- [Problem]:
Extract, from the records beneath this instruction, each line that contains the word "list".

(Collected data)

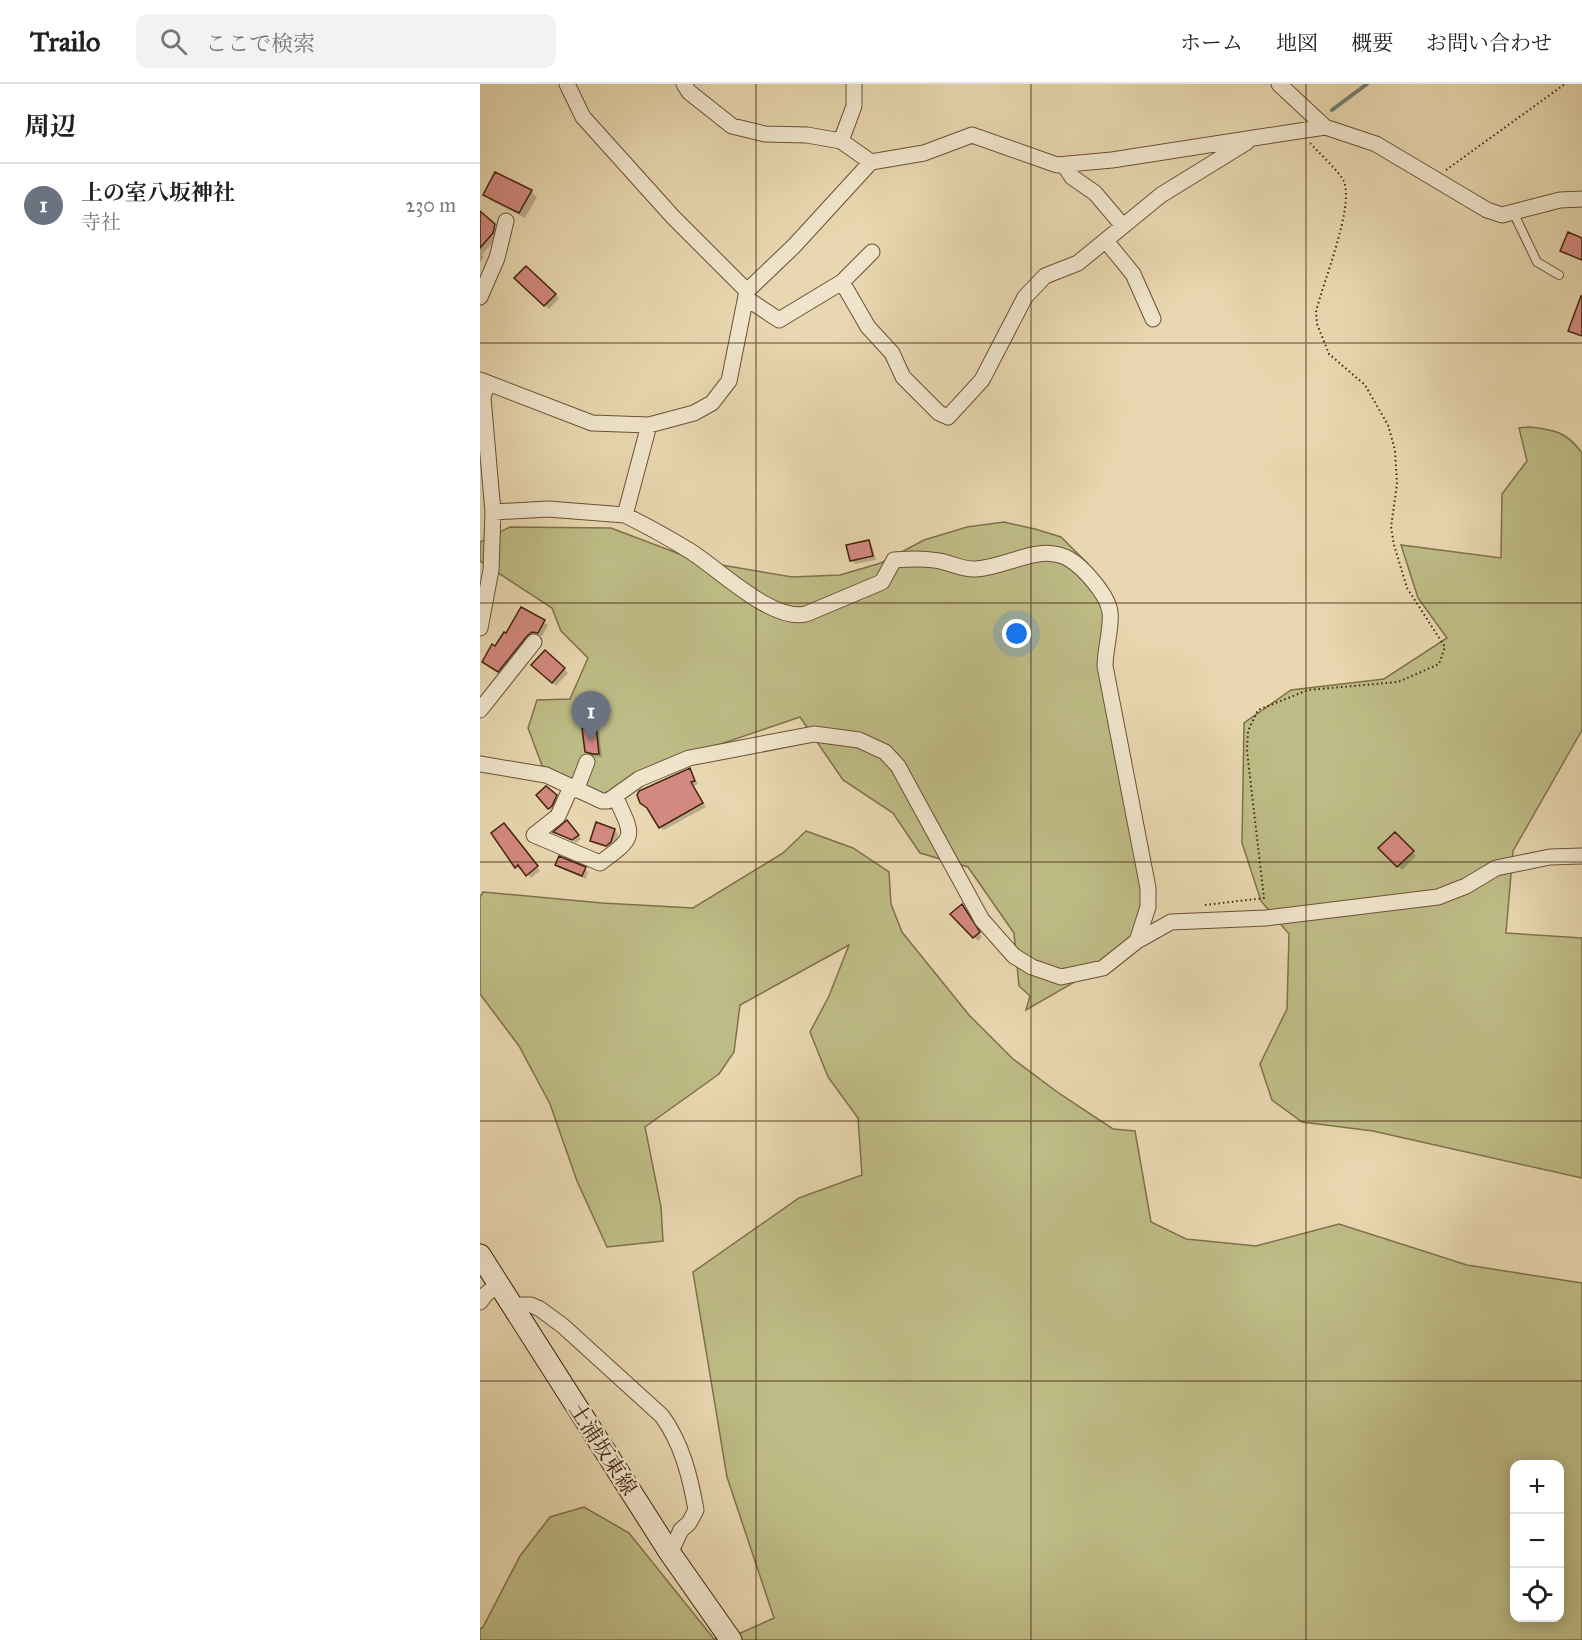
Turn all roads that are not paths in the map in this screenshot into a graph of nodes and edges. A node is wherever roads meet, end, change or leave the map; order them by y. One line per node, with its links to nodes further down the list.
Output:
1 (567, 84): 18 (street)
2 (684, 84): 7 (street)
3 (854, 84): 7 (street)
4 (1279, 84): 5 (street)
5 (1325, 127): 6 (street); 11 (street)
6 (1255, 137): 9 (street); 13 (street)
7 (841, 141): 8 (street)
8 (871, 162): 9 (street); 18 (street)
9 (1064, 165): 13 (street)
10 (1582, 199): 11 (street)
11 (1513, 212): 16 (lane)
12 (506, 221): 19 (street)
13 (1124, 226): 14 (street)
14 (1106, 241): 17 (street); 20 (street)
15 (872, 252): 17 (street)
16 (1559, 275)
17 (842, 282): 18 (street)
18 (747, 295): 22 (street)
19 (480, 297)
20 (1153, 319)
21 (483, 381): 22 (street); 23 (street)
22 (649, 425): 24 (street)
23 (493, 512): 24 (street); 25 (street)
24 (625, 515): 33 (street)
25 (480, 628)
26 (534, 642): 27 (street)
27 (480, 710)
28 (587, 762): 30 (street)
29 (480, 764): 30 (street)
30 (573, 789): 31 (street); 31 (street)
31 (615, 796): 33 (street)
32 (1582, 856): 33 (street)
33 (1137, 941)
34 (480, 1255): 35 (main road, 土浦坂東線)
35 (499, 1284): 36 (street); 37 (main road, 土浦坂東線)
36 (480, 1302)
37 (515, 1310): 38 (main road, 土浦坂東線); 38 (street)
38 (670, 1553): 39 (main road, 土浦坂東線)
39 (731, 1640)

==

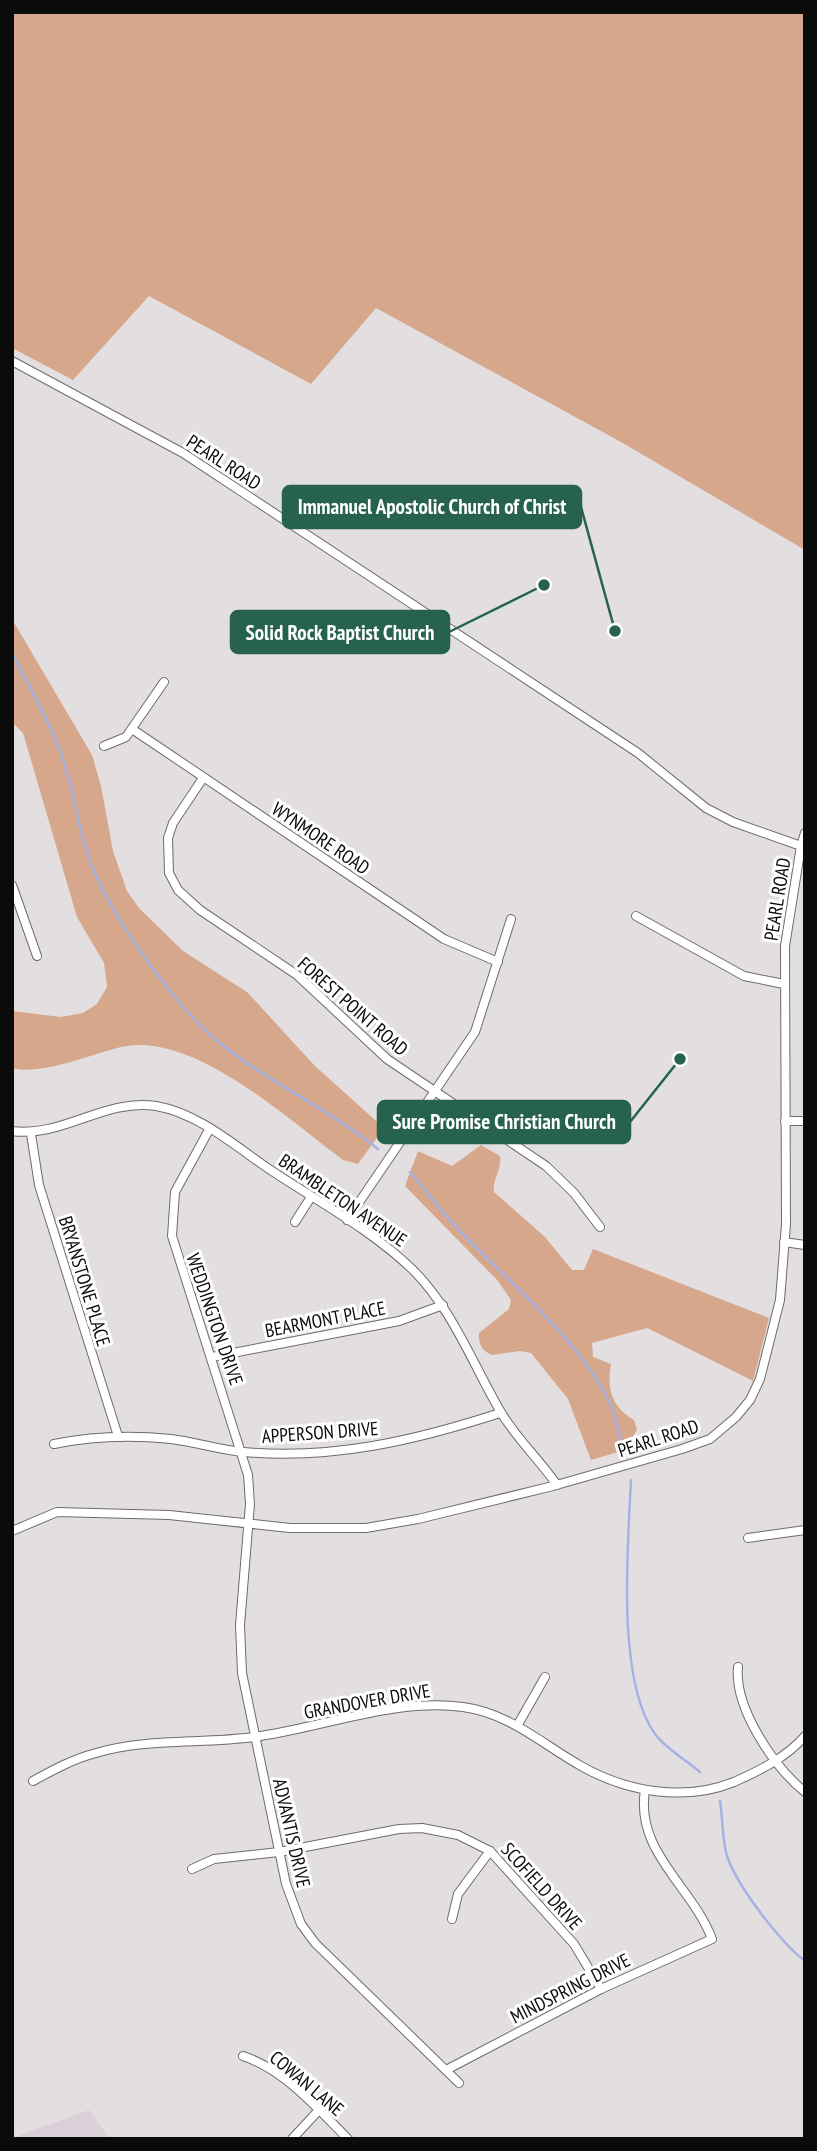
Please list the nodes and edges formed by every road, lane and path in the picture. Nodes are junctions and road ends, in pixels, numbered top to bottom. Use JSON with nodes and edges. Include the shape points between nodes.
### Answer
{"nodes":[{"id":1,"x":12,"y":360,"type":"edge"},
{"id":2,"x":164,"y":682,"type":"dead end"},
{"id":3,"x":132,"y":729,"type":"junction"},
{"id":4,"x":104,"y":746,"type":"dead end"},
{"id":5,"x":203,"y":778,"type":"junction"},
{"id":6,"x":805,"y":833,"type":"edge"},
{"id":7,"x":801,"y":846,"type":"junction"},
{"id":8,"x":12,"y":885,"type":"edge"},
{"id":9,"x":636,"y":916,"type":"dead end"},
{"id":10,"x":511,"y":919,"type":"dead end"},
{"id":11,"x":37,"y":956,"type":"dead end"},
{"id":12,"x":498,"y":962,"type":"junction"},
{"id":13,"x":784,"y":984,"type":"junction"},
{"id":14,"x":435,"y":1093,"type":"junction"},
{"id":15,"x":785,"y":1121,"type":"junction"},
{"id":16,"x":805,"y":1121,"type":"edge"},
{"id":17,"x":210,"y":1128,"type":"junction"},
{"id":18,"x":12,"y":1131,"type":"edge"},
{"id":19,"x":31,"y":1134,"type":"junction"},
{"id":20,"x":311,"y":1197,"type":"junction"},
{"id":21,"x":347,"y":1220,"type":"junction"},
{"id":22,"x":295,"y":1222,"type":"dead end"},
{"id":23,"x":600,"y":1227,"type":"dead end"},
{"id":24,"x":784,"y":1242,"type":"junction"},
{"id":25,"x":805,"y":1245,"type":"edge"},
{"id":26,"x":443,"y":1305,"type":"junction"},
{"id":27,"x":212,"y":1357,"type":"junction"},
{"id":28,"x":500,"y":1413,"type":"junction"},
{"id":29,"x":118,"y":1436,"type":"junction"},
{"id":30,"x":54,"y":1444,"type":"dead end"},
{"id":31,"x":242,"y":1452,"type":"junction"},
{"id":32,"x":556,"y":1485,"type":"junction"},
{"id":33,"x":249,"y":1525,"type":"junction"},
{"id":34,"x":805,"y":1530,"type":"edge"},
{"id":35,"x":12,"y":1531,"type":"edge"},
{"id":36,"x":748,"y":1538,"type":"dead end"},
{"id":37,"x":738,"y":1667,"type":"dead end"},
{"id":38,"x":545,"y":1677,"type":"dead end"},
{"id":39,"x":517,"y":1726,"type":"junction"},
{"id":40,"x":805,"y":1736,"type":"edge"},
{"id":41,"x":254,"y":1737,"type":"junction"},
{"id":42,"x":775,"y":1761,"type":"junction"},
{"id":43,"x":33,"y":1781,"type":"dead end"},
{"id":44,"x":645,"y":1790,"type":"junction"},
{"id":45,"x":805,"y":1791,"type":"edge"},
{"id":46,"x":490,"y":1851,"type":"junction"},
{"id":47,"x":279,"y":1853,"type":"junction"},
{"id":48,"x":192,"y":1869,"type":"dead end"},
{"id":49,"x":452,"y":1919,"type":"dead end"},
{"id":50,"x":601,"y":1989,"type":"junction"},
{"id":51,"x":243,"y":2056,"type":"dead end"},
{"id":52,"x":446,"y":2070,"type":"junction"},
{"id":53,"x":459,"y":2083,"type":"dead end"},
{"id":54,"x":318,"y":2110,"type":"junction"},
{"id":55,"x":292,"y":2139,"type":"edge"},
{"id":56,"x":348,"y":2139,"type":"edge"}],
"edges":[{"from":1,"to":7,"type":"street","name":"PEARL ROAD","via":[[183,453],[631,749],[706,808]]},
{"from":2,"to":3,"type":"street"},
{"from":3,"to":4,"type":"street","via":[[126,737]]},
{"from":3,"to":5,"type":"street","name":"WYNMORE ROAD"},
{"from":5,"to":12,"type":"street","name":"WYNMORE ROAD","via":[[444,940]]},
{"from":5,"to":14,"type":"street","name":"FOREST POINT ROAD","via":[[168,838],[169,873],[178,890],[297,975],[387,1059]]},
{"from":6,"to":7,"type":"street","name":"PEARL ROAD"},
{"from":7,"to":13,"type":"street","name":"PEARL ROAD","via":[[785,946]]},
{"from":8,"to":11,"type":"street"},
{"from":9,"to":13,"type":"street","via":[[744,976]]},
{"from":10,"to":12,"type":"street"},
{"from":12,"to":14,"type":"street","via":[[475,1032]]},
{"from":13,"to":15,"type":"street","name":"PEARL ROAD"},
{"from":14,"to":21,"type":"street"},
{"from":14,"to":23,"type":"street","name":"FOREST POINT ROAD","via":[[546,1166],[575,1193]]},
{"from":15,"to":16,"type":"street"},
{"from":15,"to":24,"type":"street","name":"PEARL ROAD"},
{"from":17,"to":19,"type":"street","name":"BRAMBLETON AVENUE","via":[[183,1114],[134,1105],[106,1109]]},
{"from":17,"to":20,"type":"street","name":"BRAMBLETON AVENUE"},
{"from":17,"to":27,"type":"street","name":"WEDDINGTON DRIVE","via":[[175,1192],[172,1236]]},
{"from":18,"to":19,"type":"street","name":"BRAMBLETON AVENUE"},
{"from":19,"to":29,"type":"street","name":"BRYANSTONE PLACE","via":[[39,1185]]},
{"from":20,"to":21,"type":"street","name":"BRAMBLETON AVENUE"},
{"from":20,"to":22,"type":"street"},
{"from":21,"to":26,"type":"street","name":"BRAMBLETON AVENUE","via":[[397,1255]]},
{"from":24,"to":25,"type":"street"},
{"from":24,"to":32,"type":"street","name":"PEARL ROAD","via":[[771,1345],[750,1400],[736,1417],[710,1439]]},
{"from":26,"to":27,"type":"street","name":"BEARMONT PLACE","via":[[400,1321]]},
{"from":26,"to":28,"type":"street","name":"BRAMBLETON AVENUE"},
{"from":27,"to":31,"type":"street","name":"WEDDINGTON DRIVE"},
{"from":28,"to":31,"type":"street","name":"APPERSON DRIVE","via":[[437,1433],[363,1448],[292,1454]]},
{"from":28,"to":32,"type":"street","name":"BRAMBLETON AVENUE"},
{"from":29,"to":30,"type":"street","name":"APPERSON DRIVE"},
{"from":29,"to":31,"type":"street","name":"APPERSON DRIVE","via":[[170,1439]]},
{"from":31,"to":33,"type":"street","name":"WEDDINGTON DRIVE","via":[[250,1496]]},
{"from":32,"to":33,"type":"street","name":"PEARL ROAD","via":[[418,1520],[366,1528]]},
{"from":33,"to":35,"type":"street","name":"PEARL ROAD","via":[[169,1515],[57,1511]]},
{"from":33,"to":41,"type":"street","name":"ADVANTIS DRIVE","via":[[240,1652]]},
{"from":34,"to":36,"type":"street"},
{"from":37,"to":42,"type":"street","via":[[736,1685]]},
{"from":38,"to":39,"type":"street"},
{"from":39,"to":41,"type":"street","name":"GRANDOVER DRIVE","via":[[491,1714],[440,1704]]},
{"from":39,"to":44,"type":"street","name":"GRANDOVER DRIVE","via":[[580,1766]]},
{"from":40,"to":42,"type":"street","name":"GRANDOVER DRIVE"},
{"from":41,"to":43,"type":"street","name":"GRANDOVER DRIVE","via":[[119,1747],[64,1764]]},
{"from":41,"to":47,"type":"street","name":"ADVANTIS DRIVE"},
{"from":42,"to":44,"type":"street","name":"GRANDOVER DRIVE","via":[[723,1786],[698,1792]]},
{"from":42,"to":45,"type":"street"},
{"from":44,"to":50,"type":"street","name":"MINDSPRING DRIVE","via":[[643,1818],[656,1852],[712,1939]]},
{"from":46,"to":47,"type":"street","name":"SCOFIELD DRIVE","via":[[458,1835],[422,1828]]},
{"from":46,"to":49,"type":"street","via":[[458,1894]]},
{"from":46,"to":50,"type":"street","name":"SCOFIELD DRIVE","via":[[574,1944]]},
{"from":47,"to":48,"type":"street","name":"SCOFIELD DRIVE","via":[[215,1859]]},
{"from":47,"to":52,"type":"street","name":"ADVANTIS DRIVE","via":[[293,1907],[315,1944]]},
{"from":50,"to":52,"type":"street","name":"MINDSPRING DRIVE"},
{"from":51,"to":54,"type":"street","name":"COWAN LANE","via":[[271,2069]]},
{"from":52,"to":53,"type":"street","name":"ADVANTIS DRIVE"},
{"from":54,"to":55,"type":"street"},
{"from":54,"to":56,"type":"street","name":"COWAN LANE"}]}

- [Response below]:
Turn all roads that are not paths in the map in this screenshot into a graph of nodes and edges. A node is wherever roads meet, end, change or leave the map; order them by y. One line per node, with its links to nodes further down the list.
Please list the nodes and edges formed by every road, lane and path in the picture. Nodes are junctions and road ends, in pixels, numbered top to bottom. Use JSON with nodes and edges. Include the shape points between nodes.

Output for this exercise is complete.